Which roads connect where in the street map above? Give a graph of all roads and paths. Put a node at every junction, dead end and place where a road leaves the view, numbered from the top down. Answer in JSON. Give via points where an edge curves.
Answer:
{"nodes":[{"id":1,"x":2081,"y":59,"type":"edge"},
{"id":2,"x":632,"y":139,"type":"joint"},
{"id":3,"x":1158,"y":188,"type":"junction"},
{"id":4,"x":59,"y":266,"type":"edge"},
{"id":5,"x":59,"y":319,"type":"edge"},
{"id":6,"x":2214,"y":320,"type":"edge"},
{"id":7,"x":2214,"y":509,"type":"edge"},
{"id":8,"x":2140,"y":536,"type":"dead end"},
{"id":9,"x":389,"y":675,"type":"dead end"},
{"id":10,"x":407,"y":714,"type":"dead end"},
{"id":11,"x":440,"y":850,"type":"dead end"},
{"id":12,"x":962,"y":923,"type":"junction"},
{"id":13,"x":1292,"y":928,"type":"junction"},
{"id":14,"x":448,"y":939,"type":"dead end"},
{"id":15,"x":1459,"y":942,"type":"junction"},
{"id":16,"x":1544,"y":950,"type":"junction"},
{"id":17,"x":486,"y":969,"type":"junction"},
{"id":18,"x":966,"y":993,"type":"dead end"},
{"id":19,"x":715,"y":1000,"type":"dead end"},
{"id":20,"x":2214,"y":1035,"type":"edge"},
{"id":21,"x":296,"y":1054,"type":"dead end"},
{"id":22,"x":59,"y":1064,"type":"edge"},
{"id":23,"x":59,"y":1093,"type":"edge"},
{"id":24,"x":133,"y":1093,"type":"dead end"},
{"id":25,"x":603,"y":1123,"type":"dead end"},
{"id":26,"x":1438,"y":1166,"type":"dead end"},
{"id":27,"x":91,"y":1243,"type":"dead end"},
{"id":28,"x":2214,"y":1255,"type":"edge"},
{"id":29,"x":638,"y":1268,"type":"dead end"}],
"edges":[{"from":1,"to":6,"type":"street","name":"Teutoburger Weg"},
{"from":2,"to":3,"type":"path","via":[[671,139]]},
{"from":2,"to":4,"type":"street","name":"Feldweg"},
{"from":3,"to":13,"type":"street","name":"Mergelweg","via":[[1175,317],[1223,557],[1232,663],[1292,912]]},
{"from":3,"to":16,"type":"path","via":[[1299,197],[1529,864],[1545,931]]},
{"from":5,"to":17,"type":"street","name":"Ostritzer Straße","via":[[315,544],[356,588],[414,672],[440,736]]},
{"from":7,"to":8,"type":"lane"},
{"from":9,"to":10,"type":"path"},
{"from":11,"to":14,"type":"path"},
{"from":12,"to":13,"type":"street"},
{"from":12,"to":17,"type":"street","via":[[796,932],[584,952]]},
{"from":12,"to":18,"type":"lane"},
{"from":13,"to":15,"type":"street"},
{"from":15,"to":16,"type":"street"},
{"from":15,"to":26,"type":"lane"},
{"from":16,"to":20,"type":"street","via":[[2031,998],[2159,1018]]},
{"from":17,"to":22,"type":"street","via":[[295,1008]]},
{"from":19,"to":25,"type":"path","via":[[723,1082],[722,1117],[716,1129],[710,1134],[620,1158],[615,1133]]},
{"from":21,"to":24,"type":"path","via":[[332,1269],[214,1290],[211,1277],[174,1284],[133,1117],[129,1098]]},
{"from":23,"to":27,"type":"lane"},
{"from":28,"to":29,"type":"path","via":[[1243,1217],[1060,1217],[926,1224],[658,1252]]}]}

══════

*What is expected:* Copy out every record exactly.

*Response area:*
Which roads connect where in the street map above? Give a graph of all roads and paths. Put a node at every junction, dead end and place where a road leaves the view, numbered from the top down. Answer in JSON. Give via points where an edge curves.
Answer:
{"nodes":[{"id":1,"x":2081,"y":59,"type":"edge"},
{"id":2,"x":632,"y":139,"type":"joint"},
{"id":3,"x":1158,"y":188,"type":"junction"},
{"id":4,"x":59,"y":266,"type":"edge"},
{"id":5,"x":59,"y":319,"type":"edge"},
{"id":6,"x":2214,"y":320,"type":"edge"},
{"id":7,"x":2214,"y":509,"type":"edge"},
{"id":8,"x":2140,"y":536,"type":"dead end"},
{"id":9,"x":389,"y":675,"type":"dead end"},
{"id":10,"x":407,"y":714,"type":"dead end"},
{"id":11,"x":440,"y":850,"type":"dead end"},
{"id":12,"x":962,"y":923,"type":"junction"},
{"id":13,"x":1292,"y":928,"type":"junction"},
{"id":14,"x":448,"y":939,"type":"dead end"},
{"id":15,"x":1459,"y":942,"type":"junction"},
{"id":16,"x":1544,"y":950,"type":"junction"},
{"id":17,"x":486,"y":969,"type":"junction"},
{"id":18,"x":966,"y":993,"type":"dead end"},
{"id":19,"x":715,"y":1000,"type":"dead end"},
{"id":20,"x":2214,"y":1035,"type":"edge"},
{"id":21,"x":296,"y":1054,"type":"dead end"},
{"id":22,"x":59,"y":1064,"type":"edge"},
{"id":23,"x":59,"y":1093,"type":"edge"},
{"id":24,"x":133,"y":1093,"type":"dead end"},
{"id":25,"x":603,"y":1123,"type":"dead end"},
{"id":26,"x":1438,"y":1166,"type":"dead end"},
{"id":27,"x":91,"y":1243,"type":"dead end"},
{"id":28,"x":2214,"y":1255,"type":"edge"},
{"id":29,"x":638,"y":1268,"type":"dead end"}],
"edges":[{"from":1,"to":6,"type":"street","name":"Teutoburger Weg"},
{"from":2,"to":3,"type":"path","via":[[671,139]]},
{"from":2,"to":4,"type":"street","name":"Feldweg"},
{"from":3,"to":13,"type":"street","name":"Mergelweg","via":[[1175,317],[1223,557],[1232,663],[1292,912]]},
{"from":3,"to":16,"type":"path","via":[[1299,197],[1529,864],[1545,931]]},
{"from":5,"to":17,"type":"street","name":"Ostritzer Straße","via":[[315,544],[356,588],[414,672],[440,736]]},
{"from":7,"to":8,"type":"lane"},
{"from":9,"to":10,"type":"path"},
{"from":11,"to":14,"type":"path"},
{"from":12,"to":13,"type":"street"},
{"from":12,"to":17,"type":"street","via":[[796,932],[584,952]]},
{"from":12,"to":18,"type":"lane"},
{"from":13,"to":15,"type":"street"},
{"from":15,"to":16,"type":"street"},
{"from":15,"to":26,"type":"lane"},
{"from":16,"to":20,"type":"street","via":[[2031,998],[2159,1018]]},
{"from":17,"to":22,"type":"street","via":[[295,1008]]},
{"from":19,"to":25,"type":"path","via":[[723,1082],[722,1117],[716,1129],[710,1134],[620,1158],[615,1133]]},
{"from":21,"to":24,"type":"path","via":[[332,1269],[214,1290],[211,1277],[174,1284],[133,1117],[129,1098]]},
{"from":23,"to":27,"type":"lane"},
{"from":28,"to":29,"type":"path","via":[[1243,1217],[1060,1217],[926,1224],[658,1252]]}]}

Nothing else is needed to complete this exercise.